AMO Pharma Limited, a US-based privately held clinical-stage specialty biopharmaceutical company involved in rare genetic disorders with limited or no treatment options, on Monday announced a licence agreement with Population Health Research Institute (PHRI), a joint global health research institute of McMaster University and Hamilton Health Sciences, and Venca Research Inc.

The agreement is intended to support the development and potential manufacturing, and commercialisation of AMO-02 in arrhythmogenic right ventricular cardiomyopathy (ARVC). Recruitment is now underway with the first patient randomised in the PHRI TaRGET Phase 2 proof-of-concept clinical trial evaluating AMO-02 for the treatment of ARVC. AMO Pharma says that the study will be the largest clinical trial of a therapeutic ever conducted in this rare, heritable cardiomyopathy.

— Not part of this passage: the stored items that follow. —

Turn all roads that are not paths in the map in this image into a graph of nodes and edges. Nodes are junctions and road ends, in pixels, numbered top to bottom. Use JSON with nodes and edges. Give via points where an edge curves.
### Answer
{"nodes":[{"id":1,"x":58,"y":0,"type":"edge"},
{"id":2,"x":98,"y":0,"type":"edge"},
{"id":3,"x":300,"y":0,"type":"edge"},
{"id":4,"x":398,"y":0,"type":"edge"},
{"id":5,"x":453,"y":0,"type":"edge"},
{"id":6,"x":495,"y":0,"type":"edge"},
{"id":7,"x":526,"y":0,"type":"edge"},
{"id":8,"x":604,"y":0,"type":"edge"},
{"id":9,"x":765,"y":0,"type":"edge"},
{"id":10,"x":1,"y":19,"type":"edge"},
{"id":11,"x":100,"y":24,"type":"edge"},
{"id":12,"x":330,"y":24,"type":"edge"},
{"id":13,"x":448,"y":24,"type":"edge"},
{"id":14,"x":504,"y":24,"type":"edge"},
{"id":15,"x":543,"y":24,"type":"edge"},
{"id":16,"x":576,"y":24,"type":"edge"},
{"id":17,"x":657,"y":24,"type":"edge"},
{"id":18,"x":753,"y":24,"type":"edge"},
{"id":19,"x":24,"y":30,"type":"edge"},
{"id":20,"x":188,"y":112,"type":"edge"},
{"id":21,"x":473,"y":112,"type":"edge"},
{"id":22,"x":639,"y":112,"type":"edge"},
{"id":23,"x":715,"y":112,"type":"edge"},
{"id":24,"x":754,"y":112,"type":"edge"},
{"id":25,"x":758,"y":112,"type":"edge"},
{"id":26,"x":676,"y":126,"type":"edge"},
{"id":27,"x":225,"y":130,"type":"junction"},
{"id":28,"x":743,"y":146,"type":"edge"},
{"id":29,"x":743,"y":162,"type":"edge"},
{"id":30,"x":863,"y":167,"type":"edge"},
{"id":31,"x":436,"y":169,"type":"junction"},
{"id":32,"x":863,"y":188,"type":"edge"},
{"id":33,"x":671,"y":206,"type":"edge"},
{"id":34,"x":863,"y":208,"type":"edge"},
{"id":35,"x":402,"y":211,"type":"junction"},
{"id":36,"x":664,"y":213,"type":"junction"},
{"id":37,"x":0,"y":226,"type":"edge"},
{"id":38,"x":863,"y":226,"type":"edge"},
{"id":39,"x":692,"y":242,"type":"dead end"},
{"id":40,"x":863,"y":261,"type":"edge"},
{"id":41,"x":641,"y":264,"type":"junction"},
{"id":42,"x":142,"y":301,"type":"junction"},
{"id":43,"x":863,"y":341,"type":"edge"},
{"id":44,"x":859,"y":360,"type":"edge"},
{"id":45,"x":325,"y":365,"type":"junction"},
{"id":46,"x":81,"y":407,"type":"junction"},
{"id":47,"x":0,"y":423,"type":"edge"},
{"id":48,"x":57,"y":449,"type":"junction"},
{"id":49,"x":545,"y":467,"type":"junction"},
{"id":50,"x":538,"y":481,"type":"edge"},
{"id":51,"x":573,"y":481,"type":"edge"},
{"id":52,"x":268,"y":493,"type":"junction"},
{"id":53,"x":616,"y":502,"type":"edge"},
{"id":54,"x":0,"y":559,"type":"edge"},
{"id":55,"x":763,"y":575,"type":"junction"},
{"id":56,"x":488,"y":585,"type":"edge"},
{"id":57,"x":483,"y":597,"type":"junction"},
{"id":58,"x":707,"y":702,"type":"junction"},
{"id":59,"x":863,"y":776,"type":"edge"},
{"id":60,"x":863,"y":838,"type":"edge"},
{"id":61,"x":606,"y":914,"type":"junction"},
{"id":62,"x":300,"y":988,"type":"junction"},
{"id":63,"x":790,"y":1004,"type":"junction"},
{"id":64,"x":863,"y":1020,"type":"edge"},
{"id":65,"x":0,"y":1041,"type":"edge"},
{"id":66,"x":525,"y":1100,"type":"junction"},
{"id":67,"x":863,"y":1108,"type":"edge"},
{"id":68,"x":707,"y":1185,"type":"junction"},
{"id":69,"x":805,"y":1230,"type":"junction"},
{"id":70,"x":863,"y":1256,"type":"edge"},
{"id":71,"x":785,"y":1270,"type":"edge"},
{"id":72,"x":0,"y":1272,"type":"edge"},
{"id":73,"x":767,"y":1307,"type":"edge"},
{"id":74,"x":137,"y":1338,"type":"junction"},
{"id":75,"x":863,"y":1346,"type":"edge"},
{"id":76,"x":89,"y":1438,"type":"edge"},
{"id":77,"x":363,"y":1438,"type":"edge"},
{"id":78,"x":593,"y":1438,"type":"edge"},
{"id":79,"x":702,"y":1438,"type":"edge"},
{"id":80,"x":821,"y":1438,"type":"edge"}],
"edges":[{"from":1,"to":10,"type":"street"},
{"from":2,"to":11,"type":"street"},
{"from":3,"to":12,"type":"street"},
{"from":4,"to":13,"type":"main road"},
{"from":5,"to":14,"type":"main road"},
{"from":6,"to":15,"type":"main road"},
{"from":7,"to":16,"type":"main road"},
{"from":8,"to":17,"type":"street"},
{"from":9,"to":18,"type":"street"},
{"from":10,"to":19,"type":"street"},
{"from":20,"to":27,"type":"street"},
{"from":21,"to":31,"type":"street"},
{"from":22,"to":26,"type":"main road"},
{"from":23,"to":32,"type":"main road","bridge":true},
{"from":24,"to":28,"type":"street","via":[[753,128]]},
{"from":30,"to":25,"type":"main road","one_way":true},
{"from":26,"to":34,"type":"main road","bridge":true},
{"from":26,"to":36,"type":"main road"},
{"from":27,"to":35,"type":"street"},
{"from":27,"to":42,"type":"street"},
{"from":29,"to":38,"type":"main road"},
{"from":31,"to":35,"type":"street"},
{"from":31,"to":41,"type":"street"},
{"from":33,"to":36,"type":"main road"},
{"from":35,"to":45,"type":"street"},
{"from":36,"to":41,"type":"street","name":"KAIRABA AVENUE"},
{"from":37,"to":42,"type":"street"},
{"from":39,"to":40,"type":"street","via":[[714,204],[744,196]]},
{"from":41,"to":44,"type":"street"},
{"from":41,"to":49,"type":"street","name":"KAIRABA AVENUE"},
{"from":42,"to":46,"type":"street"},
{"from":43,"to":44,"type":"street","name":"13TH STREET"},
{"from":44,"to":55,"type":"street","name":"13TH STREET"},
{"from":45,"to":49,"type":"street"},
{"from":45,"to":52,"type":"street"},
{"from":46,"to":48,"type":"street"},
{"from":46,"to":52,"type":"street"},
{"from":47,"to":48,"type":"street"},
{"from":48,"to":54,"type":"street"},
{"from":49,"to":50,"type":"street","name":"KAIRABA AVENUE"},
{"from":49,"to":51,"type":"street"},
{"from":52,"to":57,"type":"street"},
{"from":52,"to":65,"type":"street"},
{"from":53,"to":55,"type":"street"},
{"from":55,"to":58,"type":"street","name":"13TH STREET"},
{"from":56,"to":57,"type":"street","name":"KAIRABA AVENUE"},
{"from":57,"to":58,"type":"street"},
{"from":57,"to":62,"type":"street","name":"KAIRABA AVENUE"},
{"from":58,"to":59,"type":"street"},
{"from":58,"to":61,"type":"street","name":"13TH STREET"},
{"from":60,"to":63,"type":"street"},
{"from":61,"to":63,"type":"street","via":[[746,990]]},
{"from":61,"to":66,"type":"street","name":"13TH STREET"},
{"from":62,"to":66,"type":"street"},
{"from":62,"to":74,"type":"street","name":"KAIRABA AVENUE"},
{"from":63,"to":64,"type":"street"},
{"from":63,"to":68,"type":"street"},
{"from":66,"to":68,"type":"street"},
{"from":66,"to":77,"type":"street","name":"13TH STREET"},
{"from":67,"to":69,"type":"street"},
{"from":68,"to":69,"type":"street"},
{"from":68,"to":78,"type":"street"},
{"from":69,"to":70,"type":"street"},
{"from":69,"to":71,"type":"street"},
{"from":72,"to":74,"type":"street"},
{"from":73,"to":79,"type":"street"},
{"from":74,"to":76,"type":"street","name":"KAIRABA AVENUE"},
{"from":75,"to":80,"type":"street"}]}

The TaRGET study is a randomised, double-blind, placebo-controlled trial evaluating AMO-02 in patients with genotype-positive ARVC. The primary endpoint is the change from baseline in mean premature ventricular contractions per 24 hours, measured by seven-day Holter monitoring compared to placebo at six months of treatment. Secondary endpoints include right ventricular strain on echocardiography, frequency of implantable cardioverter-defibrillator therapies, and episodes of sustained ventricular tachycardia.

Under the terms of the agreement, AMO Pharma will work closely with PHRI on regulatory interactions and study oversight.

AMO Pharma anticipates first data from the trial in the second quarter of 2027.